- **Assignment**: Please retype the records below exactly, omitting any images.

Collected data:

══════════════════════════════

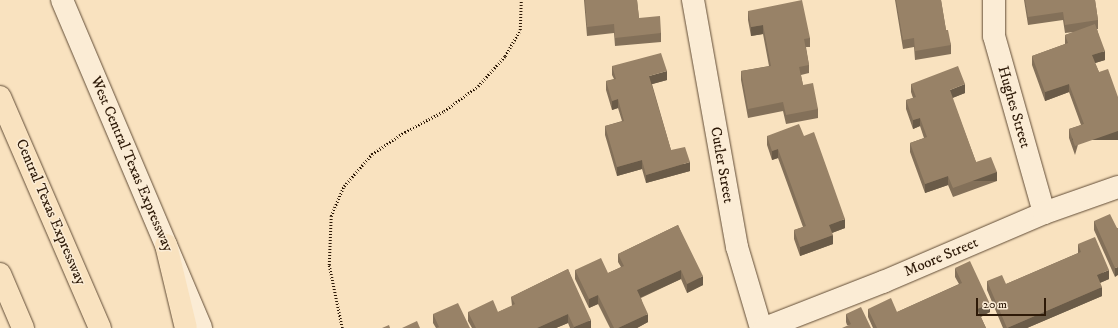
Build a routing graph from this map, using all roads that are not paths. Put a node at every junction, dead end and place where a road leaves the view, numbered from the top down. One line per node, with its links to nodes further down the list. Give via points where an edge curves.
1 (62, 0): 7 (street, West Central Texas Expressway)
2 (693, 0): 13 (street, Cutler Street, via 737,247)
3 (994, 0): 6 (street, Hughes Street, via 994,36)
4 (0, 97): 10 (highway, Central Texas Expressway)
5 (1118, 187): 6 (street, Moore Street)
6 (1044, 212): 14 (street, Moore Street, via 883,282)
7 (166, 245): 11 (highway); 12 (street, West Central Texas Expressway)
8 (0, 274): 9 (highway)
9 (23, 328)
10 (100, 328)
11 (186, 328)
12 (201, 328)
13 (762, 328)
14 (766, 328)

══════════════════════════════

- **Response for this exercise**:
Build a routing graph from this map, using all roads that are not paths. Put a node at every junction, dead end and place where a road leaves the view, numbered from the top down. One line per node, with its links to nodes further down the list. Give via points where an edge curves.
1 (62, 0): 7 (street, West Central Texas Expressway)
2 (693, 0): 13 (street, Cutler Street, via 737,247)
3 (994, 0): 6 (street, Hughes Street, via 994,36)
4 (0, 97): 10 (highway, Central Texas Expressway)
5 (1118, 187): 6 (street, Moore Street)
6 (1044, 212): 14 (street, Moore Street, via 883,282)
7 (166, 245): 11 (highway); 12 (street, West Central Texas Expressway)
8 (0, 274): 9 (highway)
9 (23, 328)
10 (100, 328)
11 (186, 328)
12 (201, 328)
13 (762, 328)
14 (766, 328)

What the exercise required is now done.